[Data to process]
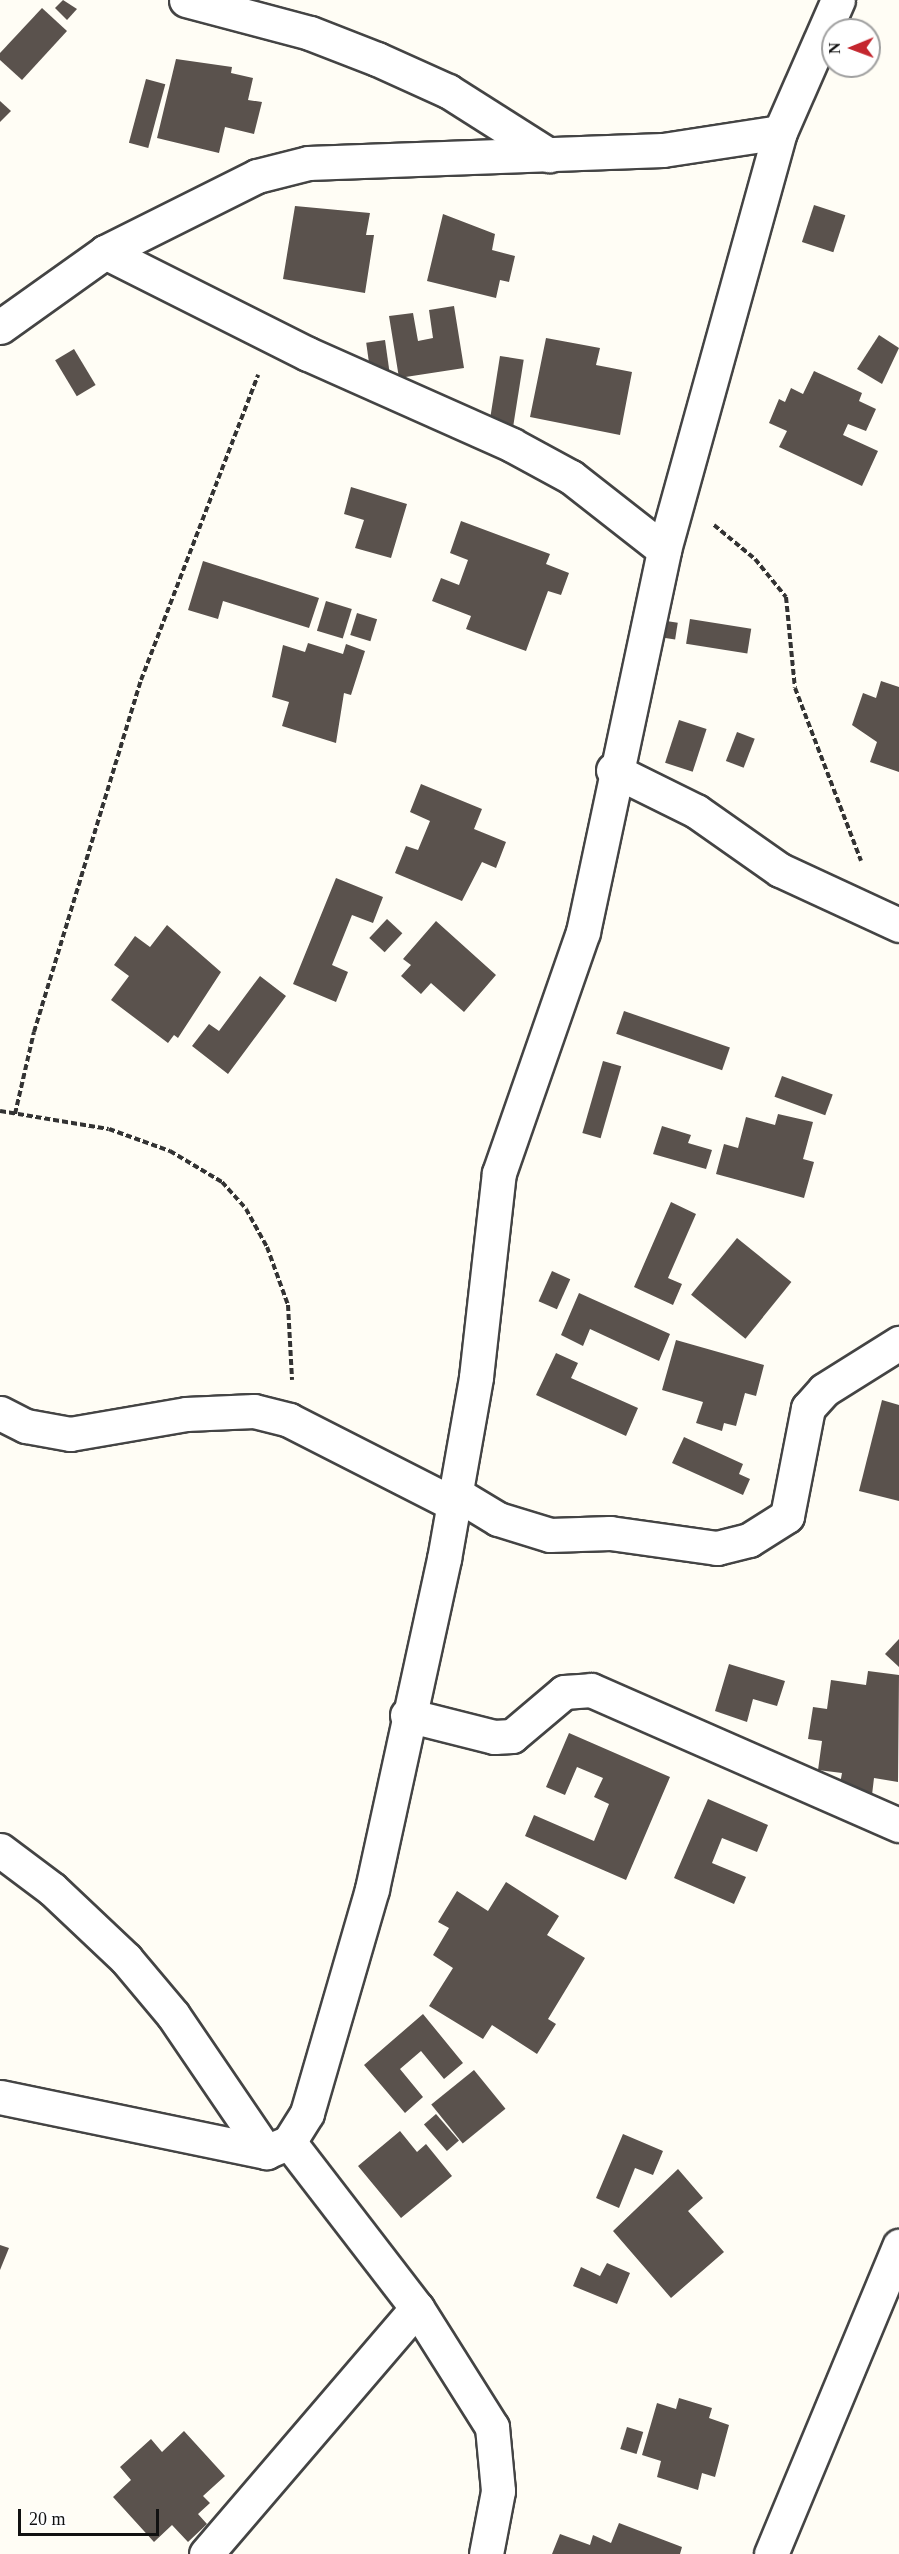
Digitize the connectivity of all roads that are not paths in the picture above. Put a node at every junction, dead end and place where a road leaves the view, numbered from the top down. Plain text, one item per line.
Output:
1 (186, 0) edge
2 (838, 0) edge
3 (780, 132) junction
4 (549, 155) junction
5 (105, 252) junction
6 (0, 327) edge
7 (664, 550) junction
8 (613, 770) junction
9 (890, 921) edge
10 (899, 1342) edge
11 (0, 1413) edge
12 (454, 1498) junction
13 (407, 1715) junction
14 (899, 1825) edge
15 (0, 1850) edge
16 (0, 2097) edge
17 (277, 2147) junction
18 (899, 2247) edge
19 (887, 2304) edge
20 (417, 2308) junction
21 (206, 2554) edge
22 (486, 2554) edge
23 (771, 2554) edge

1 - 4 street
2 - 3 street
3 - 4 street
3 - 7 street
4 - 5 street
5 - 6 street
5 - 7 street
7 - 8 street
8 - 9 street
8 - 12 street
10 - 12 street
11 - 12 street
12 - 13 street
13 - 14 street
13 - 17 street
15 - 17 street
16 - 17 street
17 - 20 street
18 - 19 street
19 - 23 street
20 - 21 street
20 - 22 street

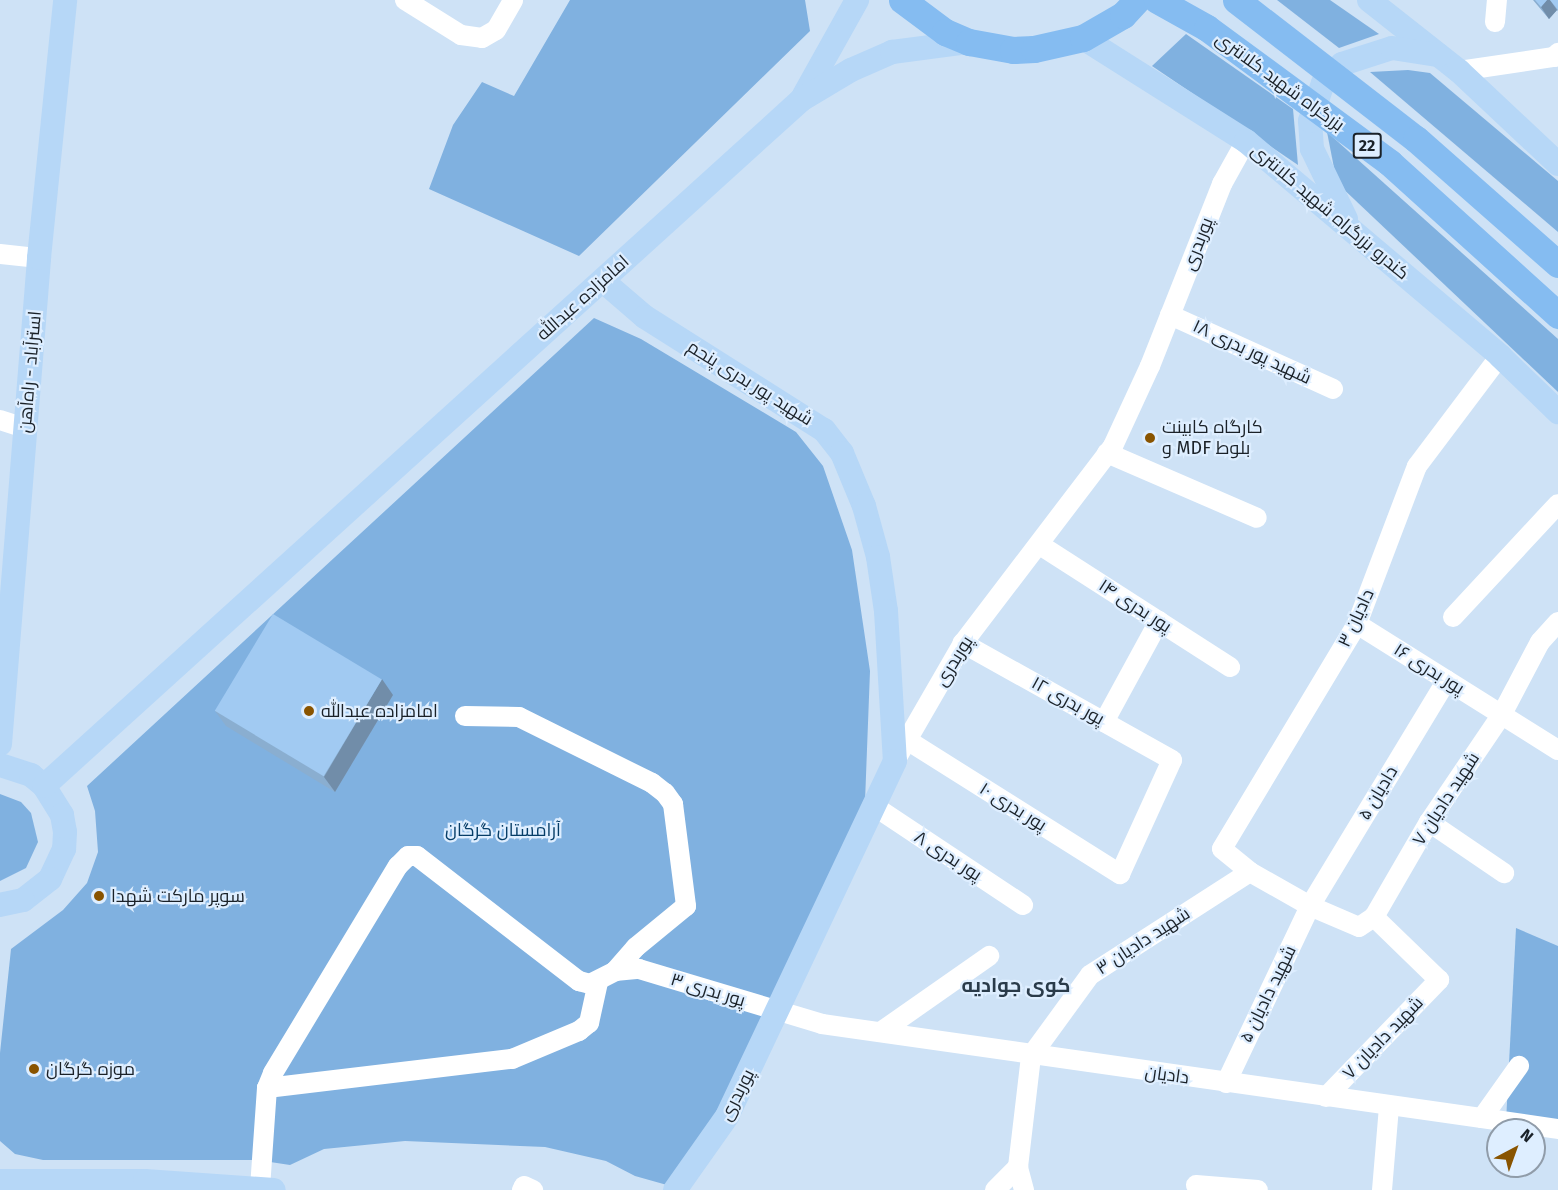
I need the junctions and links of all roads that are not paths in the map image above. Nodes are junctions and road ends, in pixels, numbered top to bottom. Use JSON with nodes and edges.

[Action item] Find the word "above" in the entries. Copy each line that holds it.

[Task response]
Digitize the connectivity of all roads that are not paths in the picture above. Put a node at every junction, dead end and place where a road leaves the view, numbered from the top down. Plain text, one item per line.
I need the junctions and links of all roads that are not paths in the map image above. Nodes are junctions and road ends, in pixels, numbered top to bottom. Use JSON with nodes and edges.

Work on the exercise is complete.